(Entries taken from a collection)
· · · · · · ·

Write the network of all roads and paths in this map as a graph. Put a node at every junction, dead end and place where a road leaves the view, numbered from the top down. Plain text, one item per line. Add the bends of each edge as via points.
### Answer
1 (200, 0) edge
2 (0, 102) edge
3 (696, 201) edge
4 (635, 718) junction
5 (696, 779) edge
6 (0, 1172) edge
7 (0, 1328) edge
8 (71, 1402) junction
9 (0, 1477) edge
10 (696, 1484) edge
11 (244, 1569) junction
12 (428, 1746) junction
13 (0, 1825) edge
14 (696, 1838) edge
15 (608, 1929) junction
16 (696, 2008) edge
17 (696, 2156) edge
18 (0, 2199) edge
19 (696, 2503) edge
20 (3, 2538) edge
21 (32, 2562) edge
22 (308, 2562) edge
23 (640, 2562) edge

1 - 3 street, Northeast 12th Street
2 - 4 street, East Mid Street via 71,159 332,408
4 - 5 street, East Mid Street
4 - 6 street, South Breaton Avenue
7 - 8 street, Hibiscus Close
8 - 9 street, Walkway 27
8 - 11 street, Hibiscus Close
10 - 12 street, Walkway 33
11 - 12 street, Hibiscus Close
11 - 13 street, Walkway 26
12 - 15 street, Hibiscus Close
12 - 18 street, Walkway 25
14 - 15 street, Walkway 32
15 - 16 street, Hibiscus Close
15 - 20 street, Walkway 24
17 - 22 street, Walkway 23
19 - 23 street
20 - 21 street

· · · · · · ·

_Problem to work on_: Reproduce the data, keeping every line exactly the same.

_Written solution_:
Write the network of all roads and paths in this map as a graph. Put a node at every junction, dead end and place where a road leaves the view, numbered from the top down. Plain text, one item per line. Add the bends of each edge as via points.
### Answer
1 (200, 0) edge
2 (0, 102) edge
3 (696, 201) edge
4 (635, 718) junction
5 (696, 779) edge
6 (0, 1172) edge
7 (0, 1328) edge
8 (71, 1402) junction
9 (0, 1477) edge
10 (696, 1484) edge
11 (244, 1569) junction
12 (428, 1746) junction
13 (0, 1825) edge
14 (696, 1838) edge
15 (608, 1929) junction
16 (696, 2008) edge
17 (696, 2156) edge
18 (0, 2199) edge
19 (696, 2503) edge
20 (3, 2538) edge
21 (32, 2562) edge
22 (308, 2562) edge
23 (640, 2562) edge

1 - 3 street, Northeast 12th Street
2 - 4 street, East Mid Street via 71,159 332,408
4 - 5 street, East Mid Street
4 - 6 street, South Breaton Avenue
7 - 8 street, Hibiscus Close
8 - 9 street, Walkway 27
8 - 11 street, Hibiscus Close
10 - 12 street, Walkway 33
11 - 12 street, Hibiscus Close
11 - 13 street, Walkway 26
12 - 15 street, Hibiscus Close
12 - 18 street, Walkway 25
14 - 15 street, Walkway 32
15 - 16 street, Hibiscus Close
15 - 20 street, Walkway 24
17 - 22 street, Walkway 23
19 - 23 street
20 - 21 street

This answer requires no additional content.